Auch in der Bewertung dieser erhobenen Forderungen waren die Verwaltungsrichter deutlich. Schrieben staatliche Stellen einer religiösen Gemeinschaft den Inhalt ihrer Glaubensgrundsätze vor, greifen sie sogar in den Wesensgehalt des Grundrechts ein. Artikel 19 Absatz 2 verbietet derartige Verfassungsänderungen. Die vom AfD-Vorsitzenden aus Niederbayern vorgeschlagene Ergänzung wäre somit selbst verfassungswidrig.

Stürzenberger und eine seiner These – staatliche Zensur von Glaubensinhalten verletzt Wesensgehalt des Grundrechts – Foto: Kundgebung Die Freiheit in Pfaffenhofen

Im Namen des Grundgesetzes gegen ein Grundrecht?

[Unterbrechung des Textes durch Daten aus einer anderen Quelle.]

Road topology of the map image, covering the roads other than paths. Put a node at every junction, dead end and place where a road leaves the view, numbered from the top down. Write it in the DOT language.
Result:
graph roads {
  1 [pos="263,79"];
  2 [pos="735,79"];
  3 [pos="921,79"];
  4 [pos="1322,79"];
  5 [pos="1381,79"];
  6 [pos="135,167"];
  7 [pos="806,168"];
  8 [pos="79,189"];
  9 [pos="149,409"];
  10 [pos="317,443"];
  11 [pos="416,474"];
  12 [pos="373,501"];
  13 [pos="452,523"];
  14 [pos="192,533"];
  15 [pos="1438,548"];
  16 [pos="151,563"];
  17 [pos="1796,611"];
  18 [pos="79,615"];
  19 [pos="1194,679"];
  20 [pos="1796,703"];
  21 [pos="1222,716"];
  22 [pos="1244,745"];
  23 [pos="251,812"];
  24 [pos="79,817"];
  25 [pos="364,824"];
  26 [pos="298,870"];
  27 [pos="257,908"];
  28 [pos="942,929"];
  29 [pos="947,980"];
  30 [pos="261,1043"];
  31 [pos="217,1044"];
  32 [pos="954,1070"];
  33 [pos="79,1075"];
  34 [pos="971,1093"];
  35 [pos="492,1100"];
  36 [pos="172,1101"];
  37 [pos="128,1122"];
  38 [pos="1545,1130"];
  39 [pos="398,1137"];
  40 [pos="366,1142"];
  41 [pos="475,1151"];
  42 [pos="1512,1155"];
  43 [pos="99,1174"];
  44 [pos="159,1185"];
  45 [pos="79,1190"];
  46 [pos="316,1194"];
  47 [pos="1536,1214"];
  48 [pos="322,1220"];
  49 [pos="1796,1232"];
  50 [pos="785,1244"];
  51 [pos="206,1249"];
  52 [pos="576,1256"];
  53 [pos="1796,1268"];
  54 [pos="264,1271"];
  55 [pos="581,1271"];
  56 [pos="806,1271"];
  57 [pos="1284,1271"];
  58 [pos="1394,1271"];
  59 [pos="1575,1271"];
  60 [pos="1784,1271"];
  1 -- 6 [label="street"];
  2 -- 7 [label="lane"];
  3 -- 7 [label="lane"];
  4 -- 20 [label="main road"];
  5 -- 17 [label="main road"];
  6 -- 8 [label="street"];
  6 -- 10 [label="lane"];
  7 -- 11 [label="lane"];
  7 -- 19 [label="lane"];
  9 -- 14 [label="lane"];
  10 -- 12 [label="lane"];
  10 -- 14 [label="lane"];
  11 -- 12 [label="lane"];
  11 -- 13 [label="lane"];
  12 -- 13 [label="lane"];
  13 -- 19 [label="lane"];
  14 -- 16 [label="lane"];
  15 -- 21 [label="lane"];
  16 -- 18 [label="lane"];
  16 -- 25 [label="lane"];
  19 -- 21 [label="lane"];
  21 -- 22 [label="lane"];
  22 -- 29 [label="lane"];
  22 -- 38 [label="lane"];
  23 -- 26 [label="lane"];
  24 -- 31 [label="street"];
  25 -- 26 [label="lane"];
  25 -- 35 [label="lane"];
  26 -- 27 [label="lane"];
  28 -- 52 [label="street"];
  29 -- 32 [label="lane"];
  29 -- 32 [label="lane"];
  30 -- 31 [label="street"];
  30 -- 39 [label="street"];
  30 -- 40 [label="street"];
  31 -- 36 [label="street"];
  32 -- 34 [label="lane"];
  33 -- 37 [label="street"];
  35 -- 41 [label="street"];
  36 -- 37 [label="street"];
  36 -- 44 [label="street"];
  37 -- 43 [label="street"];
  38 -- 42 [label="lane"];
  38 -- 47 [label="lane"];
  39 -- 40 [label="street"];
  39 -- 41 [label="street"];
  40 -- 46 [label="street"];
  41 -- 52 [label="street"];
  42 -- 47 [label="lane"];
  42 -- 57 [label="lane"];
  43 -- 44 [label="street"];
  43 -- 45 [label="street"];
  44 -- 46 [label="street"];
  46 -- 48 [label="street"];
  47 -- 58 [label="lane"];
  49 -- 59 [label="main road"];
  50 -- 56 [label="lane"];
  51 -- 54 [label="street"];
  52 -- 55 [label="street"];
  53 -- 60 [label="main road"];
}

Ähnlich wie die AfD hatte sich Stürzenberger darauf berufen, er verteidige lediglich das Grundgesetz und wolle der Religion die Grenzen setzen, die die Verfassung angeblich selbst ziehe. Aber von dieser Argumentation ließ sich der Senat nicht blenden. Einschränkungen seien erst gerechtfertigt, „wenn die betreffenden Glaubensüberzeugungen sich in einem entsprechenden Verhalten äußern, das mit den Grundrechten Dritter oder Gemeinschaftswerten von Verfassungsrang nicht zu vereinbaren ist. Insbesondere ist ein Verbot von Glaubensgemeinschaften, die dem Staat und seiner Verfassungs- und Rechtsordnung kritisch gegenüberstehen, nur möglich, wenn es bei der Abwägung mit den Verfassungsgütern, die mit dem Verbot geschützt werden sollen, nach dem Verhältnismäßigkeitsgrundsatz unerlässlich ist.“

Das soll bedeuten, dass es für die rechtliche Bewertung einer Religion egal ist, was in Heiligen Büchern steht oder von Propheten verkündet wurde, solange die tatsächlichen Handlungen nicht der verfassungsmäßigen Ordnung zuwiderlaufen. Und hier widerlegt die Lebensrealität der Muslime in Deutschland Hetzer wie Stürzenberger oder auch das AfD-Papier Tag für Tag.

Anderseits bestätigten die Richter, dass Verfassungsfeinde auch dann
Verfassungsfeinde sind, wenn sie angeblich im Namen des Grundgesetzes agieren und vom Staat Handlungen einfordern, die gegen die Menschen- und Bürgerrechte gerichtet sind.